Stored data

□ □ □

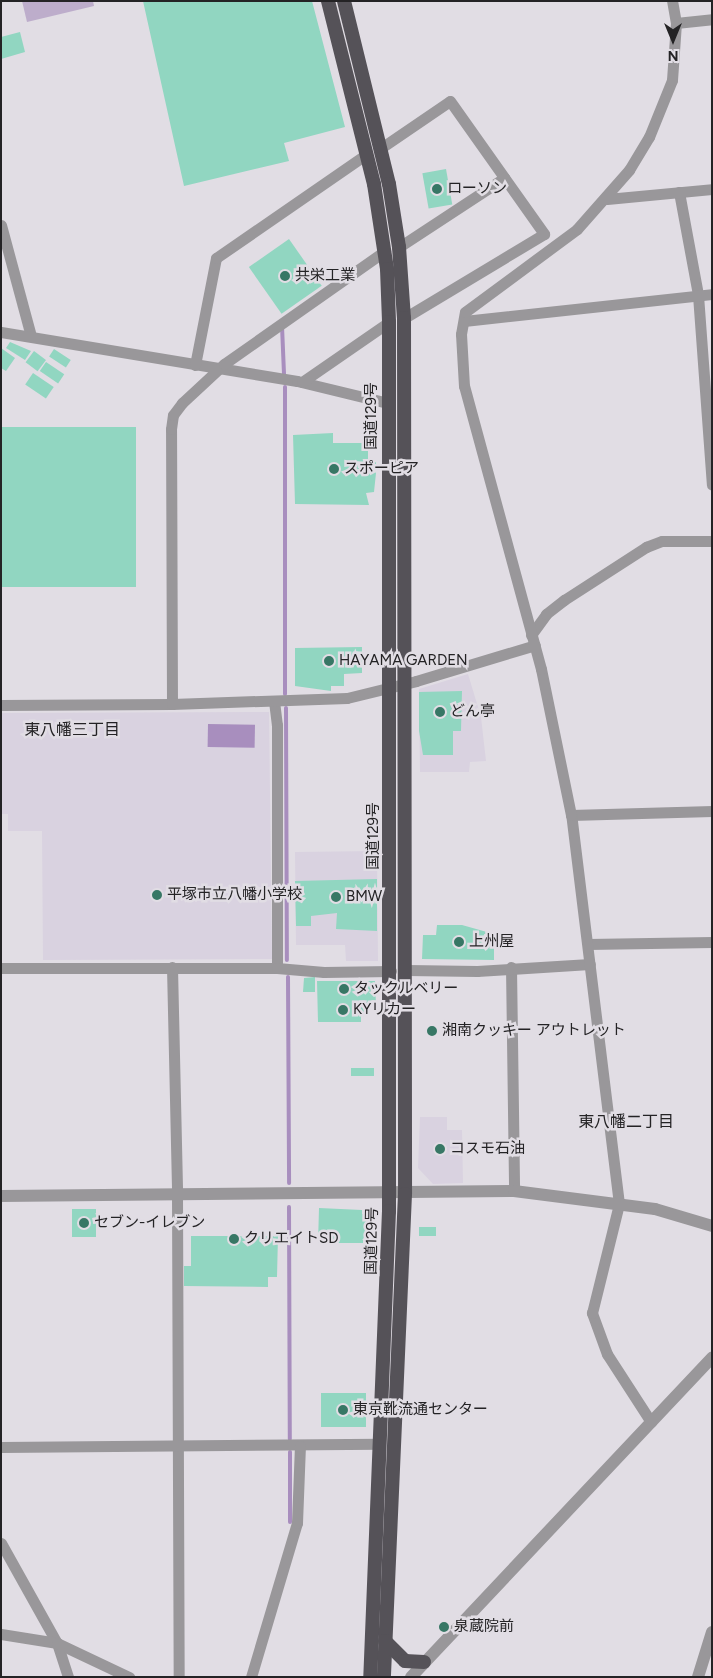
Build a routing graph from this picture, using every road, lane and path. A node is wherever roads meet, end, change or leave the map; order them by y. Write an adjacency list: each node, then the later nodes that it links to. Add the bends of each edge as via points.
1 (328, 1): 7 (highway, 国道129号)
2 (344, 1): 6 (highway, 国道129号)
3 (672, 1): 5 (street)
4 (712, 19): 5 (street)
5 (676, 23): 11 (street, via 672,80 649,137)
6 (381, 148): 8 (street, via 450,101); 13 (highway, 国道129号)
7 (367, 154): 14 (highway, 国道129号); 22 (street, via 216,258)
8 (504, 178): 13 (street); 17 (street, via 544,234)
9 (712, 189): 10 (street)
10 (679, 192): 11 (street); 16 (street)
11 (607, 199): 18 (street, via 577,229 465,312)
12 (1, 225): 21 (street)
13 (400, 247): 17 (highway, 国道129号)
14 (385, 251): 19 (highway, 国道129号); 23 (street)
15 (712, 294): 16 (street)
16 (698, 295): 18 (street); 26 (street)
17 (404, 318): 29 (highway, 国道129号)
18 (464, 321): 28 (street, via 464,386)
19 (389, 322): 24 (street); 25 (highway, 国道129号)
20 (1, 332): 21 (street)
21 (31, 336): 22 (street)
22 (195, 365): 23 (street)
23 (219, 369): 24 (street); 33 (street, via 182,403 173,415 171,429)
24 (302, 382): 25 (street)
25 (388, 403): 30 (highway, 国道129号)
26 (712, 484)
27 (712, 541): 28 (street, via 662,541 646,547 546,614)
28 (533, 640): 29 (street); 35 (street, via 555,725)
29 (405, 684): 30 (street); 43 (highway, 国道129号)
30 (390, 688): 31 (street, via 347,698); 44 (highway, 国道129号)
31 (274, 701): 33 (street); 42 (street, via 277,725)
32 (1, 704): 33 (street)
33 (172, 704)
34 (712, 811): 35 (street)
35 (571, 815): 37 (street)
36 (712, 942): 37 (street)
37 (588, 944): 38 (street)
38 (590, 964): 40 (street); 50 (street)
39 (172, 967): 41 (street); 42 (street); 48 (street)
40 (511, 967): 43 (street); 45 (street)
41 (1, 968)
42 (277, 968): 44 (street, via 324,972)
43 (407, 970): 47 (highway, 国道129号)
44 (391, 971): 46 (highway, 国道129号)
45 (514, 1191): 47 (street); 50 (street)
46 (390, 1194): 47 (street); 48 (street); 55 (highway, 国道129号)
47 (405, 1194): 61 (highway, 国道129号)
48 (177, 1195): 49 (street); 54 (street)
49 (1, 1196)
50 (619, 1204): 51 (street, via 655,1209); 53 (street, via 592,1312 608,1354)
51 (712, 1226)
52 (712, 1358): 53 (street)
53 (651, 1422): 63 (street)
54 (178, 1443): 56 (street); 57 (street); 66 (street)
55 (380, 1444): 56 (street); 68 (highway, 国道129号)
56 (300, 1446): 67 (street, via 297,1523)
57 (1, 1447)
58 (1, 1543): 62 (street)
59 (712, 1632): 71 (street)
60 (1, 1634): 62 (street)
61 (384, 1641): 63 (highway, via 405,1661); 69 (highway, 国道129号)
62 (58, 1642): 64 (street); 65 (street)
63 (424, 1662): 70 (street)
64 (68, 1677)
65 (129, 1677)
66 (179, 1677)
67 (251, 1677)
68 (370, 1677)
69 (384, 1677)
70 (412, 1677)
71 (698, 1677)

□ □ □

### WORK INSTRUCTION
An answer that restates all the entries exactly and drops the images is what is needed.

### EXERCISE ANSWER
Build a routing graph from this picture, using every road, lane and path. A node is wherever roads meet, end, change or leave the map; order them by y. Write an adjacency list: each node, then the later nodes that it links to. Add the bends of each edge as via points.
1 (328, 1): 7 (highway, 国道129号)
2 (344, 1): 6 (highway, 国道129号)
3 (672, 1): 5 (street)
4 (712, 19): 5 (street)
5 (676, 23): 11 (street, via 672,80 649,137)
6 (381, 148): 8 (street, via 450,101); 13 (highway, 国道129号)
7 (367, 154): 14 (highway, 国道129号); 22 (street, via 216,258)
8 (504, 178): 13 (street); 17 (street, via 544,234)
9 (712, 189): 10 (street)
10 (679, 192): 11 (street); 16 (street)
11 (607, 199): 18 (street, via 577,229 465,312)
12 (1, 225): 21 (street)
13 (400, 247): 17 (highway, 国道129号)
14 (385, 251): 19 (highway, 国道129号); 23 (street)
15 (712, 294): 16 (street)
16 (698, 295): 18 (street); 26 (street)
17 (404, 318): 29 (highway, 国道129号)
18 (464, 321): 28 (street, via 464,386)
19 (389, 322): 24 (street); 25 (highway, 国道129号)
20 (1, 332): 21 (street)
21 (31, 336): 22 (street)
22 (195, 365): 23 (street)
23 (219, 369): 24 (street); 33 (street, via 182,403 173,415 171,429)
24 (302, 382): 25 (street)
25 (388, 403): 30 (highway, 国道129号)
26 (712, 484)
27 (712, 541): 28 (street, via 662,541 646,547 546,614)
28 (533, 640): 29 (street); 35 (street, via 555,725)
29 (405, 684): 30 (street); 43 (highway, 国道129号)
30 (390, 688): 31 (street, via 347,698); 44 (highway, 国道129号)
31 (274, 701): 33 (street); 42 (street, via 277,725)
32 (1, 704): 33 (street)
33 (172, 704)
34 (712, 811): 35 (street)
35 (571, 815): 37 (street)
36 (712, 942): 37 (street)
37 (588, 944): 38 (street)
38 (590, 964): 40 (street); 50 (street)
39 (172, 967): 41 (street); 42 (street); 48 (street)
40 (511, 967): 43 (street); 45 (street)
41 (1, 968)
42 (277, 968): 44 (street, via 324,972)
43 (407, 970): 47 (highway, 国道129号)
44 (391, 971): 46 (highway, 国道129号)
45 (514, 1191): 47 (street); 50 (street)
46 (390, 1194): 47 (street); 48 (street); 55 (highway, 国道129号)
47 (405, 1194): 61 (highway, 国道129号)
48 (177, 1195): 49 (street); 54 (street)
49 (1, 1196)
50 (619, 1204): 51 (street, via 655,1209); 53 (street, via 592,1312 608,1354)
51 (712, 1226)
52 (712, 1358): 53 (street)
53 (651, 1422): 63 (street)
54 (178, 1443): 56 (street); 57 (street); 66 (street)
55 (380, 1444): 56 (street); 68 (highway, 国道129号)
56 (300, 1446): 67 (street, via 297,1523)
57 (1, 1447)
58 (1, 1543): 62 (street)
59 (712, 1632): 71 (street)
60 (1, 1634): 62 (street)
61 (384, 1641): 63 (highway, via 405,1661); 69 (highway, 国道129号)
62 (58, 1642): 64 (street); 65 (street)
63 (424, 1662): 70 (street)
64 (68, 1677)
65 (129, 1677)
66 (179, 1677)
67 (251, 1677)
68 (370, 1677)
69 (384, 1677)
70 (412, 1677)
71 (698, 1677)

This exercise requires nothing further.